L'épidémie de maladie Ebola en République démocratique du Congo (RDC), déclarée le 15 mai et toujours pas maîtrisée plus d'un mois après, a fait 304 morts, selon un dernier bilan des autorités sanitaires congolaises.
Au total, 304 personnes sont décédées et 1.115 ont été contaminées, selon les chiffres de l'Institut national de santé publique (INSP) publiés jeudi. Le taux de mortalité est de 26,3%.
La RDC fait face à la 17ᵉ épidémie d'Ebola de son histoire. Le foyer de la crise sanitaire, dont l'ampleur est encore difficile à déterminer, se situe en Ituri (nord-est), à la frontière avec le Soudan du Sud et l'Ouganda, qui a recensé vingt cas dont deux décès sur son territoire.

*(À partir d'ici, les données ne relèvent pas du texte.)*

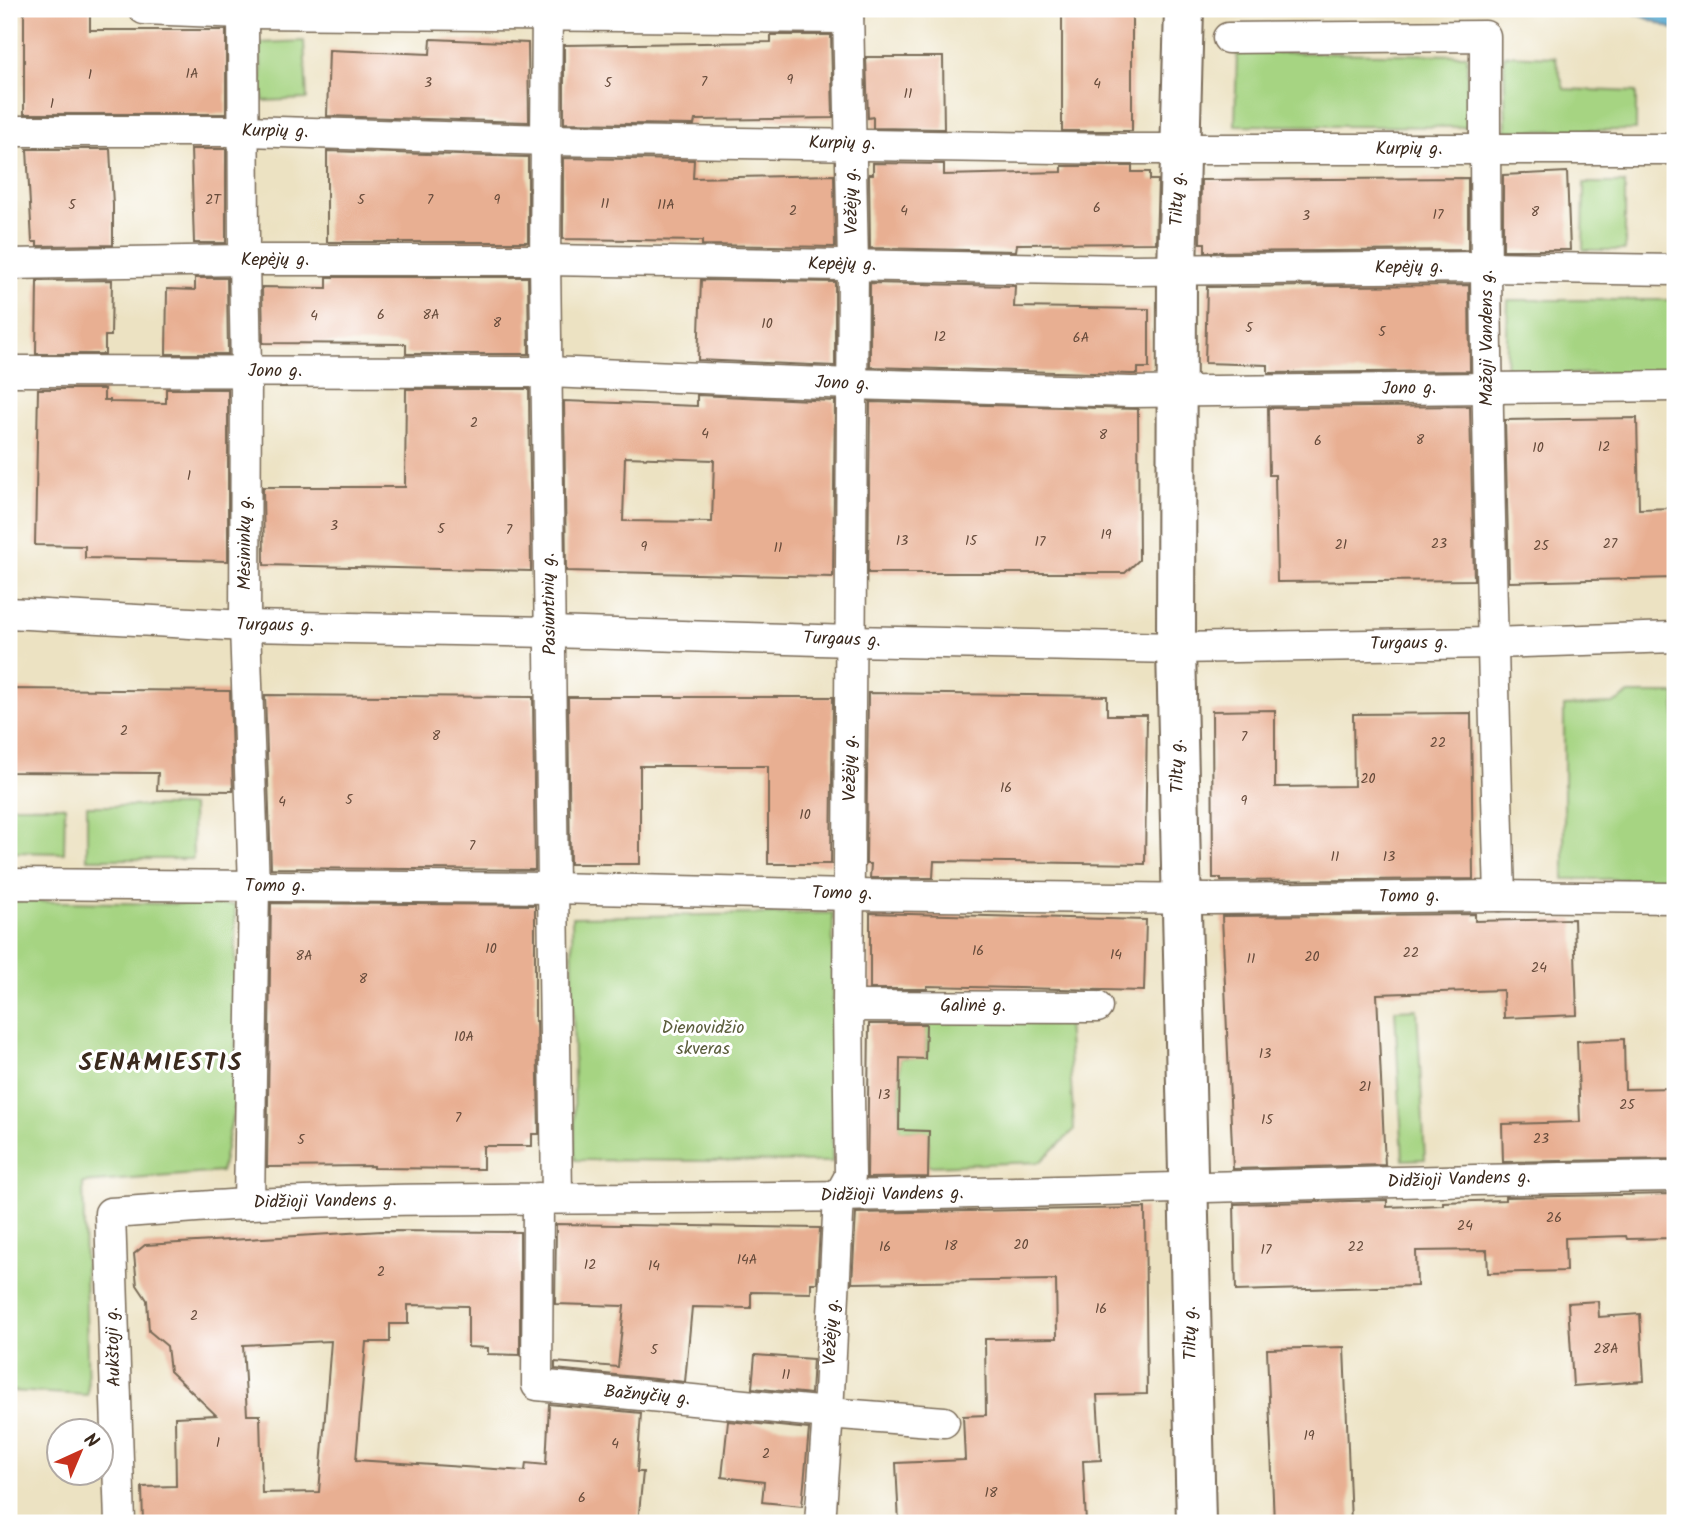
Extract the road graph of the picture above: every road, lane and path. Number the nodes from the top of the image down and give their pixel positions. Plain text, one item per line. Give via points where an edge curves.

Un cas de transmission a été détecté en France mercredi. Il s'agit d'un médecin de nationalité congolaise, travailleur humanitaire pour le compte de l'ONG Alima. Il est actuellement pris en charge dans un hôpital parisien.
Les autorités françaises et l'OMS ont rassuré sur le risque de propagation du virus en Europe et affirmé qu'«il n'y a pas besoin de paniquer», ni d'instaurer des mesures de restrictions de voyage.
En Ituri, les moyens et les efforts pour endiguer l'épidémie ont été renforcés.
Mais les structures de santé, qui fonctionnent souvent avec peu de moyens dans ce pays qui est parmi les plus pauvres de la planète, manquent encore d'équipements et de matériel de base, comme des protections et du chlore. Quelque 78 soignants ont été contaminés par le virus et 18 sont morts, selon l'INSP.
Soignants et humanitaires sont par ailleurs confrontés à une forte défiance des communautés locales. La réticence à permettre des prélèvements post-mortem engendre une sous-estimation du nombre de cas. Des incidents dans des hôpitaux ont été signalés au cours des dernières semaines, notamment causés par des habitants en colère venus réclamer les dépouilles de proches décédés de la maladie.
Humanitaires et épidémiologistes estiment que le pic de l'épidémie n'a pas encore été atteint et craignent que la crise sanitaire dure entre six mois et un an
AFP.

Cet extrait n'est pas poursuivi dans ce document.